- [Work task]: What the answer must contain is every line of the records, exactly, with no pictures.

++++ Data records ++++

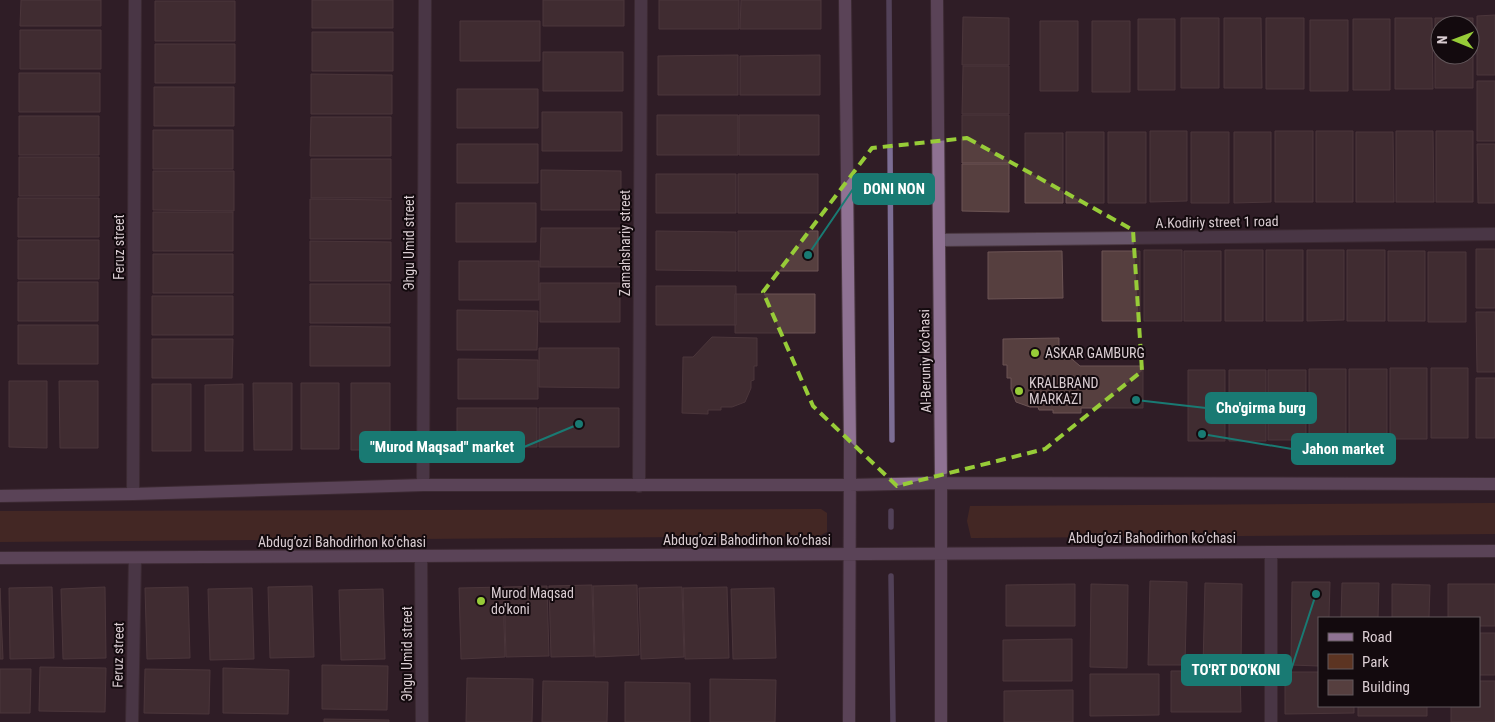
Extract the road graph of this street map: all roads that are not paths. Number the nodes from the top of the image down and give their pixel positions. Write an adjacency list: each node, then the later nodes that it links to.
1 (135, 0): 13 (street, Feruz street)
2 (425, 0): 10 (street, Эhgu Umid street)
3 (641, 0): 12 (street, Zamahshariy street)
4 (846, 0): 11 (main road)
5 (937, 0): 7 (main road, Al-Beruniy ko’chasi)
6 (1495, 234): 7 (street, A.Kodiriy street 1 road)
7 (939, 240): 8 (main road, Al-Beruniy ko’chasi)
8 (941, 483): 9 (main road); 11 (main road); 18 (main road, Al-Beruniy ko’chasi)
9 (1495, 484)
10 (423, 485): 12 (main road); 13 (main road)
11 (849, 485): 12 (main road); 17 (main road)
12 (639, 486)
13 (134, 494): 14 (main road)
14 (0, 496)
15 (1495, 551): 16 (main road, Abdug’ozi Bahodirhon ko’chasi)
16 (1271, 552): 18 (main road, Abdug’ozi Bahodirhon ko’chasi); 26 (street)
17 (849, 554): 18 (main road, Abdug’ozi Bahodirhon ko’chasi); 19 (main road, Abdug’ozi Bahodirhon ko’chasi); 24 (main road)
18 (941, 554): 25 (main road, Al-Beruniy ko’chasi)
19 (422, 556): 21 (main road, Abdug’ozi Bahodirhon ko’chasi); 23 (street, Эhgu Umid street)
20 (0, 558): 21 (main road, Abdug’ozi Bahodirhon ko’chasi)
21 (135, 558): 22 (street, Feruz street)
22 (132, 722)
23 (422, 722)
24 (849, 722)
25 (941, 722)
26 (1271, 722)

++++

- [Exercise result]:
Extract the road graph of this street map: all roads that are not paths. Number the nodes from the top of the image down and give their pixel positions. Write an adjacency list: each node, then the later nodes that it links to.
1 (135, 0): 13 (street, Feruz street)
2 (425, 0): 10 (street, Эhgu Umid street)
3 (641, 0): 12 (street, Zamahshariy street)
4 (846, 0): 11 (main road)
5 (937, 0): 7 (main road, Al-Beruniy ko’chasi)
6 (1495, 234): 7 (street, A.Kodiriy street 1 road)
7 (939, 240): 8 (main road, Al-Beruniy ko’chasi)
8 (941, 483): 9 (main road); 11 (main road); 18 (main road, Al-Beruniy ko’chasi)
9 (1495, 484)
10 (423, 485): 12 (main road); 13 (main road)
11 (849, 485): 12 (main road); 17 (main road)
12 (639, 486)
13 (134, 494): 14 (main road)
14 (0, 496)
15 (1495, 551): 16 (main road, Abdug’ozi Bahodirhon ko’chasi)
16 (1271, 552): 18 (main road, Abdug’ozi Bahodirhon ko’chasi); 26 (street)
17 (849, 554): 18 (main road, Abdug’ozi Bahodirhon ko’chasi); 19 (main road, Abdug’ozi Bahodirhon ko’chasi); 24 (main road)
18 (941, 554): 25 (main road, Al-Beruniy ko’chasi)
19 (422, 556): 21 (main road, Abdug’ozi Bahodirhon ko’chasi); 23 (street, Эhgu Umid street)
20 (0, 558): 21 (main road, Abdug’ozi Bahodirhon ko’chasi)
21 (135, 558): 22 (street, Feruz street)
22 (132, 722)
23 (422, 722)
24 (849, 722)
25 (941, 722)
26 (1271, 722)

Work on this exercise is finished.